Because accompanying all the good qualities I've listed above were the students' constant demands for attention, attention, and more attention. The Catch-22 of having them lose respect for me when I was too lenient was having them run guilt trips on me when I doled out punishment. In short, I felt like their substitute parent, and on a given day, the schizophrenia of affection and exasperation left me utterly drained. Let's just say I didn't get a whole lot done on my dissertation last summer.

I've always thought that my elementary-school teachers were far more important for my moral and intellectual development than my college professors. So I didn't have any big transformation in my view of American education after teaching this PSAT course, save that I have more respect now for middle- and high-school teachers.

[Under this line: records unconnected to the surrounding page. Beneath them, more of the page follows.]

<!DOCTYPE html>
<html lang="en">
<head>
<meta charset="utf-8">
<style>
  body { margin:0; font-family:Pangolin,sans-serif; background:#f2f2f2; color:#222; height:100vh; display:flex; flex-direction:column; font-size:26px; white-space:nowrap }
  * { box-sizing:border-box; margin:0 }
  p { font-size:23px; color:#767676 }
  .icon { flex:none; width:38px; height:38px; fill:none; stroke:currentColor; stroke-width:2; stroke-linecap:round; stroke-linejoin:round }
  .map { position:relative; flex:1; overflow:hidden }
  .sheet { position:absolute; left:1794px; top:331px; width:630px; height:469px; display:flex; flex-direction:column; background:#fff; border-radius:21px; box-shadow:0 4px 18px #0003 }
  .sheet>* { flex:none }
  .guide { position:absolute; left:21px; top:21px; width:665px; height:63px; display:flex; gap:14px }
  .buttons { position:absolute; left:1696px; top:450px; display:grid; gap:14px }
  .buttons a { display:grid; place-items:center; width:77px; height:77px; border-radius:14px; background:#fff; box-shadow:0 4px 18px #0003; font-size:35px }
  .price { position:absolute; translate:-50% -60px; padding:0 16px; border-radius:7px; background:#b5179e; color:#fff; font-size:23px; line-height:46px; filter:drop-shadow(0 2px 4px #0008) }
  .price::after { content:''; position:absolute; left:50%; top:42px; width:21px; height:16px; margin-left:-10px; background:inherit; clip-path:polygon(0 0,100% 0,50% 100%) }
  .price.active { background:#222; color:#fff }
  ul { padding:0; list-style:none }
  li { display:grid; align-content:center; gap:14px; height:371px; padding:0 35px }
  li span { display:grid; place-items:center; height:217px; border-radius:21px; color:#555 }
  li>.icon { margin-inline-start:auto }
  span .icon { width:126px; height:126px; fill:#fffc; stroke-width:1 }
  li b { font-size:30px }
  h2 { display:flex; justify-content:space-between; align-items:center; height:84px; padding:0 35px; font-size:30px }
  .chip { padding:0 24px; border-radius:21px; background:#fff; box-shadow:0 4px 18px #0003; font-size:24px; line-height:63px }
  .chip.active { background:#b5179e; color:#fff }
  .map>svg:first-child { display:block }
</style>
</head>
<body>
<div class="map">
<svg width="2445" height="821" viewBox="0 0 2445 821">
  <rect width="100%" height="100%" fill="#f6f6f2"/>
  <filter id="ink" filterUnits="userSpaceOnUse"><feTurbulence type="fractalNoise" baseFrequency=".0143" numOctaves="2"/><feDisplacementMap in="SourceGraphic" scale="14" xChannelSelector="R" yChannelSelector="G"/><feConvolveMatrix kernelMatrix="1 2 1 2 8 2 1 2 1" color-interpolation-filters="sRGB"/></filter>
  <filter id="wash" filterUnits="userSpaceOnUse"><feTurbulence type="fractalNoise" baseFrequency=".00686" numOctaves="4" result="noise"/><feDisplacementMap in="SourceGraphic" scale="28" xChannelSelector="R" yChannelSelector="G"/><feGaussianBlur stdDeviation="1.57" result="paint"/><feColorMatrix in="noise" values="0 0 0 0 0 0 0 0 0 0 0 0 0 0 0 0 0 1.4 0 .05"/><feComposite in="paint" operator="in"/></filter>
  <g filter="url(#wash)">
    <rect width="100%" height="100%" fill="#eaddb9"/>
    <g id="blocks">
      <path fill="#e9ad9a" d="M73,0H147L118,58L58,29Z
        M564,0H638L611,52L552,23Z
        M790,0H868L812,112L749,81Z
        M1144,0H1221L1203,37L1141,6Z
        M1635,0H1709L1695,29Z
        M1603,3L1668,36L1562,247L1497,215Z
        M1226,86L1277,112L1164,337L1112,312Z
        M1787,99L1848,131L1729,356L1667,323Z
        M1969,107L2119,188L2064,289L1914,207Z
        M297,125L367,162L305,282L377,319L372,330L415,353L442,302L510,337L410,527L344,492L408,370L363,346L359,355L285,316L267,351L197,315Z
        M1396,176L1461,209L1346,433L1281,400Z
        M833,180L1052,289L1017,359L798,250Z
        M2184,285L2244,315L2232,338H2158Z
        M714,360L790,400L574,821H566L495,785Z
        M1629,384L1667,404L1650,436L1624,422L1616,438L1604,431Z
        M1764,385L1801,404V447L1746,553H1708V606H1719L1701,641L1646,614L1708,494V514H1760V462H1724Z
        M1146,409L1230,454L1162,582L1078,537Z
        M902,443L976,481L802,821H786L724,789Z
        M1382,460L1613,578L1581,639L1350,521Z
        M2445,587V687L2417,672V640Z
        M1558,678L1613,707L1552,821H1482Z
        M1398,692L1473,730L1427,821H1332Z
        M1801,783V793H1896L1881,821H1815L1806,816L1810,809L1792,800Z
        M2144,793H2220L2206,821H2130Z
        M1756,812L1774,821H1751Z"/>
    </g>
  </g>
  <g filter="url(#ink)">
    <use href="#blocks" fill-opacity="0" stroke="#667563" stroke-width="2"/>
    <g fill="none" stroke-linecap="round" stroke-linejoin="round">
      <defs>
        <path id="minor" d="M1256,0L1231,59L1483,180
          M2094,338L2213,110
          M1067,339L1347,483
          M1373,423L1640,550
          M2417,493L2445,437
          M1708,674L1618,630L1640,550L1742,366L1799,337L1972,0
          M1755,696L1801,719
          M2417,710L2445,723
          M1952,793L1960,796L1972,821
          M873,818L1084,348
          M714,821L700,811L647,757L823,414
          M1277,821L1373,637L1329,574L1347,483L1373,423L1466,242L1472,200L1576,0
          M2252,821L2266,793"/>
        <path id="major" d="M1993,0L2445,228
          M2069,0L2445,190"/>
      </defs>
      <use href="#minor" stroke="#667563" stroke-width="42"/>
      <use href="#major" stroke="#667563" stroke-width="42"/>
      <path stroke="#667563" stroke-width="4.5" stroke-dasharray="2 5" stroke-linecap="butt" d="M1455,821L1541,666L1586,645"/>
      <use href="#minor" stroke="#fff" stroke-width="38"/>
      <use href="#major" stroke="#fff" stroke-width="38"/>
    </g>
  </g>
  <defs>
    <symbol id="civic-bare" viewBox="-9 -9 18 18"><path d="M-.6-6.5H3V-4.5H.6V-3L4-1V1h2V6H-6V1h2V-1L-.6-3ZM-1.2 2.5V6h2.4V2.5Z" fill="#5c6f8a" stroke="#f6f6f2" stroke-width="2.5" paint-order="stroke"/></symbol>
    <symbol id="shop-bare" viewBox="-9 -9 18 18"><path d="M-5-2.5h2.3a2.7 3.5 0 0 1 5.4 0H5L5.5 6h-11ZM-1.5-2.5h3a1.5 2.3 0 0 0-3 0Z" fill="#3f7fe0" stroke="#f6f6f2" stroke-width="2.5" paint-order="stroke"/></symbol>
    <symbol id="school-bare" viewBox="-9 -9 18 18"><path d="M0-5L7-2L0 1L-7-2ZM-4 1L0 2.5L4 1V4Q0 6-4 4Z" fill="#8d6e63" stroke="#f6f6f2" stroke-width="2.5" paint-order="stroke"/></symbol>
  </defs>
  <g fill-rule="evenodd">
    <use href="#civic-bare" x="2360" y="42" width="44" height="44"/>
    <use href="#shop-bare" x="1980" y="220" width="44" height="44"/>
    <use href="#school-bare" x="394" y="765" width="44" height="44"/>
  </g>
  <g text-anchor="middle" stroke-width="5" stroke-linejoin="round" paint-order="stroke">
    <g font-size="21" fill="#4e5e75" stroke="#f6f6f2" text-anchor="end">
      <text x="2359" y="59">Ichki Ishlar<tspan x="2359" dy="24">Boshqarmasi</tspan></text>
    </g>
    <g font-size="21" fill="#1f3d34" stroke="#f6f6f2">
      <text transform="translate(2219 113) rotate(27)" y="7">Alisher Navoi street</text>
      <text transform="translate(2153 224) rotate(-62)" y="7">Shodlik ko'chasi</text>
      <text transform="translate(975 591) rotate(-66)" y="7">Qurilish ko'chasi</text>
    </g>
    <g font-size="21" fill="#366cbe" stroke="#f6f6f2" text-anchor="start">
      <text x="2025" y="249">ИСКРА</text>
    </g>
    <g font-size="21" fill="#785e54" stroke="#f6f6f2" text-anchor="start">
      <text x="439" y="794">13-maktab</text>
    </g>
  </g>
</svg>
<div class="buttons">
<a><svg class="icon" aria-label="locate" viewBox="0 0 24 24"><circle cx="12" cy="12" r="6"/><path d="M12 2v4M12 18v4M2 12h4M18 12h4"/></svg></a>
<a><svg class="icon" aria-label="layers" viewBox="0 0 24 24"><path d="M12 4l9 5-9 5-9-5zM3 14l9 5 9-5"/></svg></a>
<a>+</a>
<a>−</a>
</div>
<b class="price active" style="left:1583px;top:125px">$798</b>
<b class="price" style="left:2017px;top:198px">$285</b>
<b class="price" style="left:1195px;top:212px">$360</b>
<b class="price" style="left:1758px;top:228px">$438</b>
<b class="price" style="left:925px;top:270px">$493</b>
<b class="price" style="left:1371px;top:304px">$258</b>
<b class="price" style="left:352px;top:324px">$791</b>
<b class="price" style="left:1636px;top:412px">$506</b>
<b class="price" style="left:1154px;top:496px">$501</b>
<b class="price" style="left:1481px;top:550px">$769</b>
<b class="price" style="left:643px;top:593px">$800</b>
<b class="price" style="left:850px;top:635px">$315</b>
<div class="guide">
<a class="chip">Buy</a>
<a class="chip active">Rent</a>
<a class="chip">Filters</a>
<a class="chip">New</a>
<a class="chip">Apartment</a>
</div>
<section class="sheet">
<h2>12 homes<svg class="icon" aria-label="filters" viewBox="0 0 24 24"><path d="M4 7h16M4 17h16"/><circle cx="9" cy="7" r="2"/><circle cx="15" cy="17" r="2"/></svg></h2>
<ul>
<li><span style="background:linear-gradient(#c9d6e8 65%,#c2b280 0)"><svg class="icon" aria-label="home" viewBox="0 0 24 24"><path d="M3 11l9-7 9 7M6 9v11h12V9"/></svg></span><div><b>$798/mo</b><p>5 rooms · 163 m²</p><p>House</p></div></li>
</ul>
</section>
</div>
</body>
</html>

I admire their work. But it's not something I can do myself. In the end, the summer gave me still more motivation to score a job at a college or university. After all, I'll get along with the students better when they've been fully socialized by America's hardworking educators—when Hank's sublimated his energy into high test scores and when Betty's read some Maxine Hong Kingston and Gish Jen, and overcome her literary prejudices.

But I admit I'm looking forward to other perks of an academic job, as well—most important, a regular salary and a few months of escape from America's most precious resource.

Harrison Blake is the pseudonym of a Ph.D. candidate at a research university in the West.